Hi Mary,For me age shouldn't really be an issue, I'm only 24! The slow transit constipation was very sudden onset for me - I had a stomach bug almost 2 years ago and since then I have really struggled with severe constipation and poor appetite, no doubt exacerbated by the slow transit! At this point in time, I would actually prefer to have my bowel taken out because I am in so much pain. I am also having difficulty urinating, presumably from the pressure of my bowels on my bladder. I've resigned myself to eating once a day because I'm in so much pain and because my appetite is bad, however once the pain settles down I will try and get back on track and eating more often. I have had to abandon my job as a teacher because of all of this and am practically housebound at the minute. Although I had quite a bit of nausea and bloating during the Sitz marker test, at least I didn't have the pain from taking laxatives!I actually had a script filled for Prucalopride but because my constipation has been so severe of late I haven't been able to take it because I haven't been able to come off laxatives. When you say that surgery doesn't fix slow transit constipation is that for subtotal colectomy with ileorectal anastamosis or for coletomy with an ileostomy. To be honest, if I was going for surgery I think I would go for a stoma because at least there would be less bowel for it to go through to get stuck.Just wondering as well, when you eat toast is it white bread or wholegrain?


----------



## Mary5 (Apr 17, 2006)

Yes, you are very young so that your metabolism should be quite high still. Sorry to hear you are suffering from this condition so young, they say it is not "life-threatening"...I beg to disagree, it is definitely life threatening!I don't understand why you don't take the Prucalopride instead of the laxatives ????As for the colectomy, if you do not have pelvic floor problems, then it should help the slow transit.In my case, because I do have the outlet issue, then the operation won't help because I still cannot get things out at the exit.As for bread, I will eat both, white or wholegrain. I just do not eat a lot of fibre because with the slow transit it makes for lumps that DON'T MOVE ALONG. In normal people the fibre will move along just fine, but with Slow Transit AND pelvic outlet I find a low to medium fibre diet best. People say that X is healthy and X isn't...it doesn't matter, it is what works for you, for your condition.


em_t said:


> Hi Mary,For me age shouldn't really be an issue, I'm only 24! The slow transit constipation was very sudden onset for me - I had a stomach bug almost 2 years ago and since then I have really struggled with severe constipation and poor appetite, no doubt exacerbated by the slow transit! At this point in time, I would actually prefer to have my bowel taken out because I am in so much pain. I am also having difficulty urinating, presumably from the pressure of my bowels on my bladder. I've resigned myself to eating once a day because I'm in so much pain and because my appetite is bad, however once the pain settles down I will try and get back on track and eating more often. I have had to abandon my job as a teacher because of all of this and am practically housebound at the minute.
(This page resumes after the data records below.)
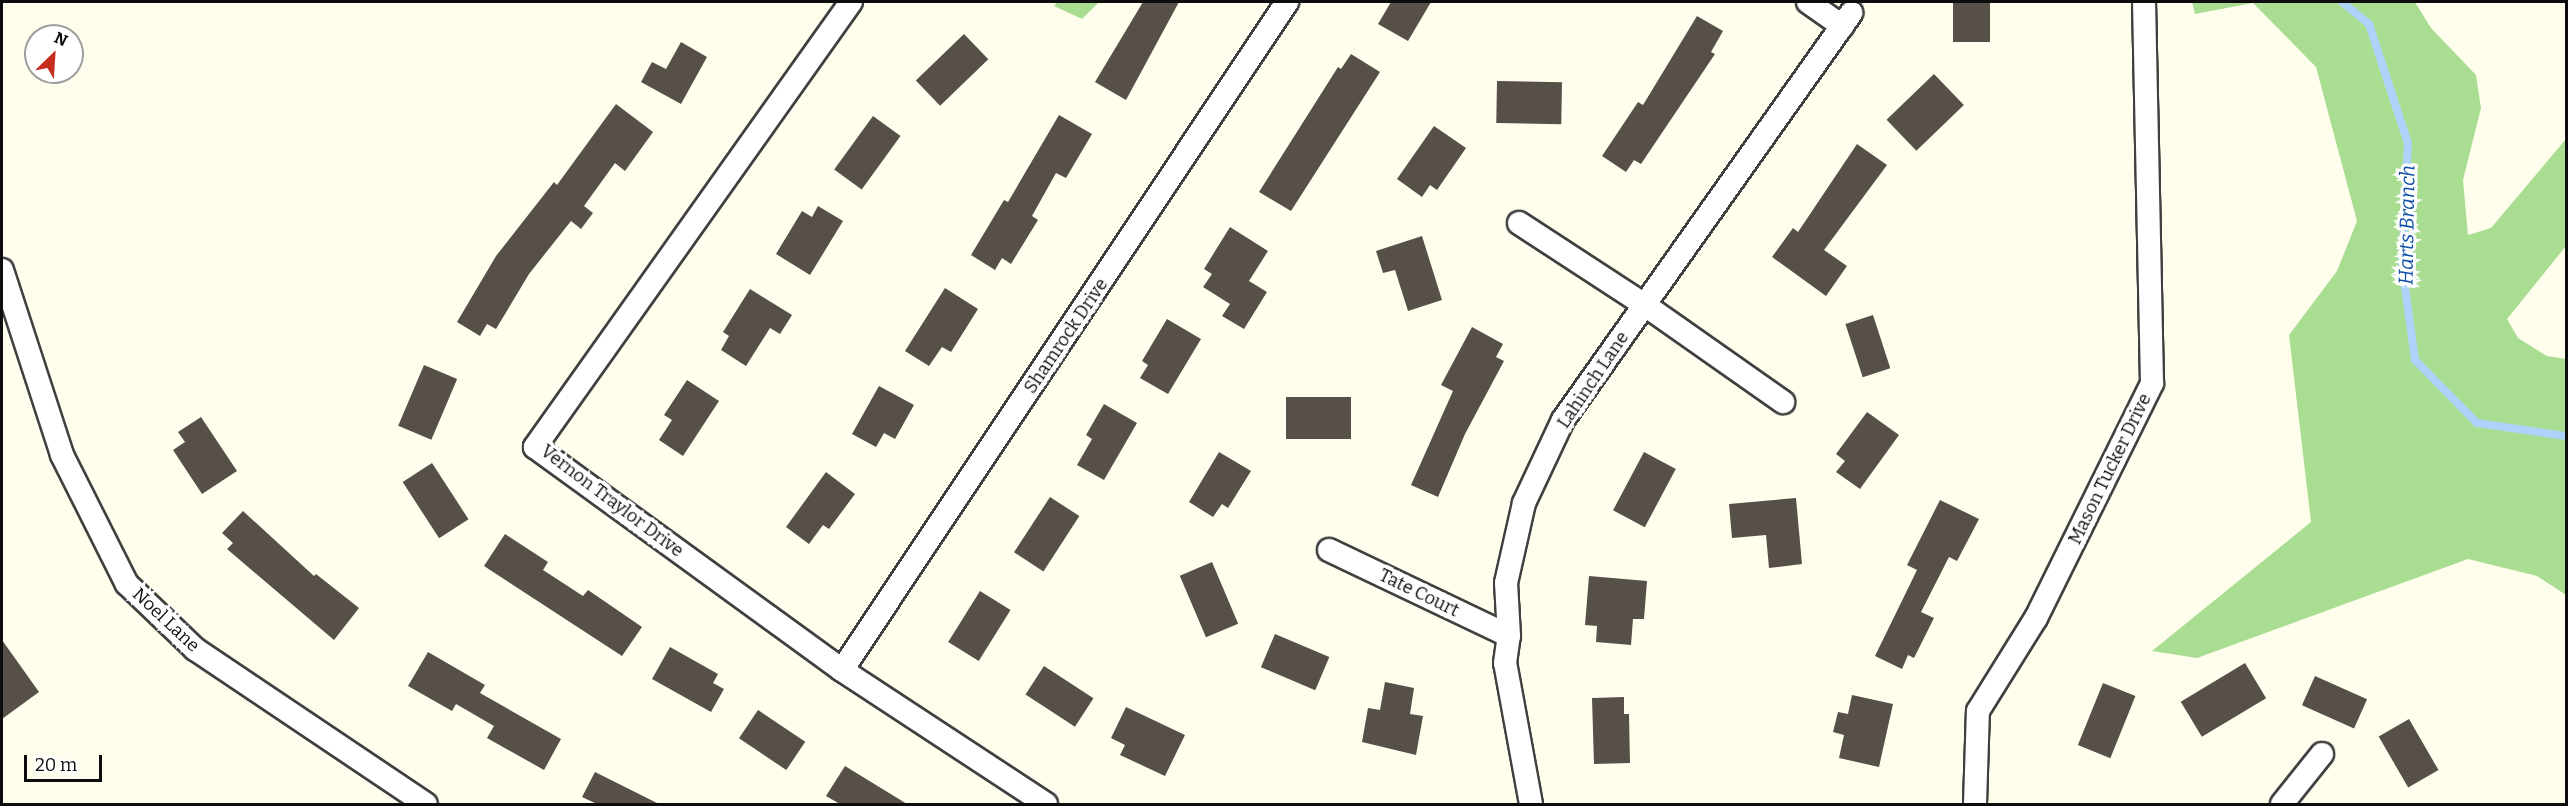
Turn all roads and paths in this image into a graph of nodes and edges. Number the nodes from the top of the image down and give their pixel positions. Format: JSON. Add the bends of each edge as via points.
{"nodes":[{"id":1,"x":851,"y":2,"type":"edge"},
{"id":2,"x":1287,"y":2,"type":"edge"},
{"id":3,"x":1808,"y":2,"type":"edge"},
{"id":4,"x":2144,"y":2,"type":"edge"},
{"id":5,"x":1519,"y":223,"type":"dead end"},
{"id":6,"x":2,"y":270,"type":"edge"},
{"id":7,"x":1645,"y":305,"type":"junction"},
{"id":8,"x":1783,"y":402,"type":"dead end"},
{"id":9,"x":1329,"y":550,"type":"dead end"},
{"id":10,"x":1509,"y":636,"type":"junction"},
{"id":11,"x":842,"y":670,"type":"junction"},
{"id":12,"x":2322,"y":754,"type":"dead end"},
{"id":13,"x":426,"y":804,"type":"edge"},
{"id":14,"x":1046,"y":804,"type":"edge"},
{"id":15,"x":1531,"y":804,"type":"edge"},
{"id":16,"x":1975,"y":804,"type":"edge"},
{"id":17,"x":2282,"y":804,"type":"edge"}],
"edges":[{"from":1,"to":11,"type":"street","name":"Vernon Traylor Drive","via":[[535,447]]},
{"from":2,"to":11,"type":"street","name":"Shamrock Drive"},
{"from":3,"to":7,"type":"street","name":"Lahinch Lane","via":[[1846,20]]},
{"from":4,"to":16,"type":"street","name":"Mason Tucker Drive","via":[[2152,383],[2036,618],[1978,711]]},
{"from":5,"to":7,"type":"street"},
{"from":6,"to":13,"type":"street","name":"Noel Lane","via":[[62,455],[127,584],[195,649]]},
{"from":7,"to":8,"type":"street"},
{"from":7,"to":10,"type":"street","name":"Lahinch Lane","via":[[1563,420],[1524,503],[1506,583]]},
{"from":9,"to":10,"type":"street","name":"Tate Court"},
{"from":10,"to":15,"type":"street","name":"Lahinch Lane","via":[[1505,663]]},
{"from":11,"to":14,"type":"street","name":"Vernon Traylor Drive"},
{"from":12,"to":17,"type":"street"}]}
Although I had quite a bit of nausea and bloating during the Sitz marker test, at least I didn't have the pain from taking laxatives!I actually had a script filled for Prucalopride but because my constipation has been so severe of late I haven't been able to take it because I haven't been able to come off laxatives. When you say that surgery doesn't fix slow transit constipation is that for subtotal colectomy with ileorectal anastamosis or for coletomy with an ileostomy. To be honest, if I was going for surgery I think I would go for a stoma because at least there would be less bowel for it to go through to get stuck.Just wondering as well, when you eat toast is it white bread or wholegrain?


----------



## Mary5 (Apr 17, 2006)

I also wanted to ask you if you have had a Defecagrophy, this test is to see if your pelvic floor muscles are working correctly (to push things out the anus) because my understanding is that subtotal colectomy will NOT work if these muscles don't work properly.


em_t said:


> Hi Mary,For me age shouldn't really be an issue, I'm only 24! The slow transit constipation was very sudden onset for me - I had a stomach bug almost 2 years ago and since then I have really struggled with severe constipation and poor appetite, no doubt exacerbated by the slow transit! At this point in time, I would actually prefer to have my bowel taken out because I am in so much pain. I am also having difficulty urinating, presumably from the pressure of my bowels on my bladder. I've resigned myself to eating once a day because I'm in so much pain and because my appetite is bad, however once the pain settles down I will try and get back on track and eating more often. I have had to abandon my job as a teacher because of all of this and am practically housebound at the minute. Although I had quite a bit of nausea and bloating during the Sitz marker test, at least I didn't have the pain from taking laxatives!I actually had a script filled for Prucalopride but because my constipation has been so severe of late I haven't been able to take it because I haven't been able to come off laxatives. When you say that surgery doesn't fix slow transit constipation is that for subtotal colectomy with ileorectal anastamosis or for coletomy with an ileostomy. To be honest, if I was going for surgery I think I would go for a stoma because at least there would be less bowel for it to go through to get stuck.Just wondering as well, when you eat toast is it white bread or wholegrain?


----------



## em_t (Jun 8, 2010)

No I haven't yet. My gastroenterologist is trialling me on Resolor and wants to repeat the transit test to see if it made any difference. From my understanding the first one was particularly bad but he wants to see if the Resolor speeds it up or not. I think I do have defecation problems as well but haven't undergone the tests for it yet. To be honest, I doubt they will do a subtotal colectomy because I am so young (24) and they will want to exhaust all other measures before doing that. I know they won't do a subtotal colectomy if you have outlet problems but I wouldn't mind having an ileostomy instead because my quality of life is so poor at the minute. The stigma and embarrassment of wearing a bag would be worth it to feel like myself again!


----------



## Mary5 (Apr 17, 2006)

I think you and your gastro are on the right path!I am very anxious to know how you do on the Resolor, how you feel, if and when you notice a difference...Have you started it yet?Please keep us posted. I would really appreciate it if you wouldn't mind corresponding also one on one through email.


em_t said:


> No I haven't yet. My gastroenterologist is trialling me on Resolor and wants to repeat the transit test to see if it made any difference. From my understanding the first one was particularly bad but he wants to see if the Resolor speeds it up or not. I think I do have defecation problems as well but haven't undergone the tests for it yet. To be honest, I doubt they will do a subtotal colectomy because I am so young (24) and they will want to exhaust all other measures before doing that. I know they won't do a subtotal colectomy if you have outlet problems but I wouldn't mind having an ileostomy instead because my quality of life is so poor at the minute. The stigma and embarrassment of wearing a bag would be worth it to feel like myself again!


----------